→ **Exercise**
Your answer should consist of every line from the records that holds the string "وصال".

Top of Entries supplied

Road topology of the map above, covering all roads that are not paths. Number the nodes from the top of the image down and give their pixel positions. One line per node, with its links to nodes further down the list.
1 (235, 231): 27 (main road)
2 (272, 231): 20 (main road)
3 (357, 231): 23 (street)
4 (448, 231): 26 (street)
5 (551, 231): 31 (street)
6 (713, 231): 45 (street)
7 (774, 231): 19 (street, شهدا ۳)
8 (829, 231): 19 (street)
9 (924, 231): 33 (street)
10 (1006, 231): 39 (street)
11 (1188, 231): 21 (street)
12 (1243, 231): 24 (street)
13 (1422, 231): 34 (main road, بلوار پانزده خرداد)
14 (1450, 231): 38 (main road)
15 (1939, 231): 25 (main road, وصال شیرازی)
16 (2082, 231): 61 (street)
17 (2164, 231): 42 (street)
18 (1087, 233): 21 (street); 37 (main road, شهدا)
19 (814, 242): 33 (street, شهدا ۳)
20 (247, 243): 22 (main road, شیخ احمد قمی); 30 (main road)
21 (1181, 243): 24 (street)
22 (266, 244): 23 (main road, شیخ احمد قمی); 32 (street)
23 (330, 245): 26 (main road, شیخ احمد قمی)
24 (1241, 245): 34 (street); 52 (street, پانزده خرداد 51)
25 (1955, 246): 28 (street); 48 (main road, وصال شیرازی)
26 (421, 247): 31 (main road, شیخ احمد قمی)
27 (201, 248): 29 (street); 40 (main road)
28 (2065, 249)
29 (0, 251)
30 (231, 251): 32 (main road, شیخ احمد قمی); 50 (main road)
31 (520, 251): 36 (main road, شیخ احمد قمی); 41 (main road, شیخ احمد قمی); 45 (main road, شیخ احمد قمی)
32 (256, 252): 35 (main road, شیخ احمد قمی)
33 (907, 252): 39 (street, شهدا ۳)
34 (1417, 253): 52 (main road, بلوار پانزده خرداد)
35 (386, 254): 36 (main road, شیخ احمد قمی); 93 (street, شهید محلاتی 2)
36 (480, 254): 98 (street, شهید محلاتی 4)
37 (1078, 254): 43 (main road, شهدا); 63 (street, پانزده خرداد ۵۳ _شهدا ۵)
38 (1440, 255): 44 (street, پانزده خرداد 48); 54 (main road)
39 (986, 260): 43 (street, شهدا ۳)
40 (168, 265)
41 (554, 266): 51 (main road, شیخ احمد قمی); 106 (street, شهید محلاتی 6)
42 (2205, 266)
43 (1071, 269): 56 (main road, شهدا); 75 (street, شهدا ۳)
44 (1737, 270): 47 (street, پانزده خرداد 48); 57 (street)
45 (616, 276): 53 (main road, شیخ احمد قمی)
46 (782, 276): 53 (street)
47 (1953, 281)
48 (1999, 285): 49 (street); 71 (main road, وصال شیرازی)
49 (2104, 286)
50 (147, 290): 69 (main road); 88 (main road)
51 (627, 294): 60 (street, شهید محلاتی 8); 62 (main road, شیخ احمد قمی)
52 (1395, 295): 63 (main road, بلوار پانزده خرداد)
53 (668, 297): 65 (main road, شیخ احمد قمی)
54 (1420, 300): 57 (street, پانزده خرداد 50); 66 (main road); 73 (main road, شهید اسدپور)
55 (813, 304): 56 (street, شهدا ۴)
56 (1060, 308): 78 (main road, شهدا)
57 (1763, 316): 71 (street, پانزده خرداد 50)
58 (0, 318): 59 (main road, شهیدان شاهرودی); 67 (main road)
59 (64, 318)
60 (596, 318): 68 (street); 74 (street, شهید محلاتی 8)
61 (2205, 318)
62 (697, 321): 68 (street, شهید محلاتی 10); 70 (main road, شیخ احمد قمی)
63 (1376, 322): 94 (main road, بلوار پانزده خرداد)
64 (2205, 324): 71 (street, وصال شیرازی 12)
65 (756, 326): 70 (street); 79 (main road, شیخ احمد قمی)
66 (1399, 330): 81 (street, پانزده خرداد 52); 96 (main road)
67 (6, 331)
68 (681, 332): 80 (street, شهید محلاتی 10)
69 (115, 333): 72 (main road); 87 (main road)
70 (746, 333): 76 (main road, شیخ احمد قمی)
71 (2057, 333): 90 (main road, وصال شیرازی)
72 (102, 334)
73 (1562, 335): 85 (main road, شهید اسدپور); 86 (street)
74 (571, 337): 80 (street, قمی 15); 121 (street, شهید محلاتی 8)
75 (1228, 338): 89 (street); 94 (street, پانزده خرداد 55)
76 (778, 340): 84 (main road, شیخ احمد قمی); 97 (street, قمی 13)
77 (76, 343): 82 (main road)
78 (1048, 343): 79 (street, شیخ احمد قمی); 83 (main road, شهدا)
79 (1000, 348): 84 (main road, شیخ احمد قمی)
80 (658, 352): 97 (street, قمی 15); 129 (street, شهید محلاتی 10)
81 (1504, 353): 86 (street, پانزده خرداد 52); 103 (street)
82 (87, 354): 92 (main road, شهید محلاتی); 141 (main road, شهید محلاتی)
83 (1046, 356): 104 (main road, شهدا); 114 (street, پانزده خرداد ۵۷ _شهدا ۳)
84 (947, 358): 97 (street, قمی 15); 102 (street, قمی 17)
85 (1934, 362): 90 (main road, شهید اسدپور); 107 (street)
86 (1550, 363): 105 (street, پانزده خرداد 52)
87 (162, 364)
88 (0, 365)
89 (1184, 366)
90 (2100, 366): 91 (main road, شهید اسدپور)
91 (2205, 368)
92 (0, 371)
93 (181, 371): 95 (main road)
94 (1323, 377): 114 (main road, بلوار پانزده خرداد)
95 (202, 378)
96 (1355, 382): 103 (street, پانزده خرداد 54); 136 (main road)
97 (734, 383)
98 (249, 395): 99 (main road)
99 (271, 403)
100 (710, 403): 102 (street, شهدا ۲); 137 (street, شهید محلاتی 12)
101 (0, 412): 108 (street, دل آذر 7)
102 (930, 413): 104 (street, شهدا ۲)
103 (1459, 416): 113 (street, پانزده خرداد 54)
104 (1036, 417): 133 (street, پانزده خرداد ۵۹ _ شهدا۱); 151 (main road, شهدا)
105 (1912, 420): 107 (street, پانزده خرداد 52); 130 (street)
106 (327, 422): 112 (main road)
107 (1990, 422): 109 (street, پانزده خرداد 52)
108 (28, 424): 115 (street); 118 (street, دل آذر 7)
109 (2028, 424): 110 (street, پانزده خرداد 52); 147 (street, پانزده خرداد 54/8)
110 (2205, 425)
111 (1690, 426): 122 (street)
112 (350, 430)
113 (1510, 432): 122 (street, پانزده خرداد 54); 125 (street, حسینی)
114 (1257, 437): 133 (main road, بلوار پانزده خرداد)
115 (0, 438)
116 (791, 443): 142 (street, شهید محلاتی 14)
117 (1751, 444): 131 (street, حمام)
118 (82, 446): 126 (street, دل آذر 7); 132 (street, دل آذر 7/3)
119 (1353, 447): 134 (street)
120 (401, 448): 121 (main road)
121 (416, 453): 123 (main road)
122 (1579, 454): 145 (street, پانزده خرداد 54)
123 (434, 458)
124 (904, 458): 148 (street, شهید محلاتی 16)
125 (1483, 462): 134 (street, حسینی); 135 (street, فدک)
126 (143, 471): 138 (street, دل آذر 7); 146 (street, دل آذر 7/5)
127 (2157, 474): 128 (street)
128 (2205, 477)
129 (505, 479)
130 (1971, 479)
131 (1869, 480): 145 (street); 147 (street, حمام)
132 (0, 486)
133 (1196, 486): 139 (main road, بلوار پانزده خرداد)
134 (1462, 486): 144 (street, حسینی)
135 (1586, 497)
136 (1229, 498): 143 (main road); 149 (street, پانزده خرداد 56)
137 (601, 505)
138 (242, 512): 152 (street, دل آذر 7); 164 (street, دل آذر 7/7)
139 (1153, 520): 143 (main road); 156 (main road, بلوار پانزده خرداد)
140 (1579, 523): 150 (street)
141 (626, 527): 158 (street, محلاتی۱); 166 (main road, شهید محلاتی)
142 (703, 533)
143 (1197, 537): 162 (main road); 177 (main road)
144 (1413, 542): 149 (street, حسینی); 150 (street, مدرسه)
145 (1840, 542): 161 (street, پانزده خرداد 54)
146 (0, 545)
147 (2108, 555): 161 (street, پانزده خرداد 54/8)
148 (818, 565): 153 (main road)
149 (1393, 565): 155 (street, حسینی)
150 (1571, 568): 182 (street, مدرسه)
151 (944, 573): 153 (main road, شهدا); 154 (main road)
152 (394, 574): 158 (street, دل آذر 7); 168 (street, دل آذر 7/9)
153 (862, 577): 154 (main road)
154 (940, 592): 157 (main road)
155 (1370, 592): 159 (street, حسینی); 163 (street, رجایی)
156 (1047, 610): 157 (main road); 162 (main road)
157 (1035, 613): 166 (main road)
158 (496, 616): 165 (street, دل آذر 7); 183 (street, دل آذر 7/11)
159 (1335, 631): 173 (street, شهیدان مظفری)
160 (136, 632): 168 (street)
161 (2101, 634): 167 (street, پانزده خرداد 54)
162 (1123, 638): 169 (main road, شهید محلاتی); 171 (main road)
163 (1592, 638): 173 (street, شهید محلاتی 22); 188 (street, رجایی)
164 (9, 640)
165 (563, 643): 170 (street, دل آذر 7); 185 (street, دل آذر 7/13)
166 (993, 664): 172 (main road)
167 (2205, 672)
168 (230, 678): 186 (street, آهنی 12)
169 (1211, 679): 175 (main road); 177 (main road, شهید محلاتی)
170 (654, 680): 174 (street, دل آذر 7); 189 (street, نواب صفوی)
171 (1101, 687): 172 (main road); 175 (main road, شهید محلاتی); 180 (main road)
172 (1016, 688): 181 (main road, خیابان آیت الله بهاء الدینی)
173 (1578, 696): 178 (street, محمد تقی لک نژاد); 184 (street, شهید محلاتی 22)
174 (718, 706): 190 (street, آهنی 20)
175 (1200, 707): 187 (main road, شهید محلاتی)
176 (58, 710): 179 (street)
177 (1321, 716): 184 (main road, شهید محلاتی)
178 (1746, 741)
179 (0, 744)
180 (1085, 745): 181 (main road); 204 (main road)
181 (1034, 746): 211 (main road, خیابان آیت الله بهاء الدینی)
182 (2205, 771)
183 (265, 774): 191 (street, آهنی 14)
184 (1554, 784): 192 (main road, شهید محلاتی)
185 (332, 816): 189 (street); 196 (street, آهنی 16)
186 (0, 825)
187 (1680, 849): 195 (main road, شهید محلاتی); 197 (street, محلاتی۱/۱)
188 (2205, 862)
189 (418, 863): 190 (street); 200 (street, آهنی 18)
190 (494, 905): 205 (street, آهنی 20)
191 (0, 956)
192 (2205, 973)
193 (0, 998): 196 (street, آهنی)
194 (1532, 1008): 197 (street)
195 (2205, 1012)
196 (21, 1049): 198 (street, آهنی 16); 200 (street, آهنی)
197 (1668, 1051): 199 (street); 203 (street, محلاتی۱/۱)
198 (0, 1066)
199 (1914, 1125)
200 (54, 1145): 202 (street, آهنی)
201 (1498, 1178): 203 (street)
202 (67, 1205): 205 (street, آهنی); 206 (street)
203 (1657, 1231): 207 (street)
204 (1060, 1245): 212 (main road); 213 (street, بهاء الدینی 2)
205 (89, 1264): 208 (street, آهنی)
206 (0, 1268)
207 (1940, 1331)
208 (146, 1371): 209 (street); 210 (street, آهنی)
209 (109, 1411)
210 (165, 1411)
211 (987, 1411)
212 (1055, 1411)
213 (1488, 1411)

Bottom of Entries supplied

→ **Solution to this task**
15 (1939, 231): 25 (main road, وصال شیرازی)
25 (1955, 246): 28 (street); 48 (main road, وصال شیرازی)
48 (1999, 285): 49 (street); 71 (main road, وصال شیرازی)
64 (2205, 324): 71 (street, وصال شیرازی 12)
71 (2057, 333): 90 (main road, وصال شیرازی)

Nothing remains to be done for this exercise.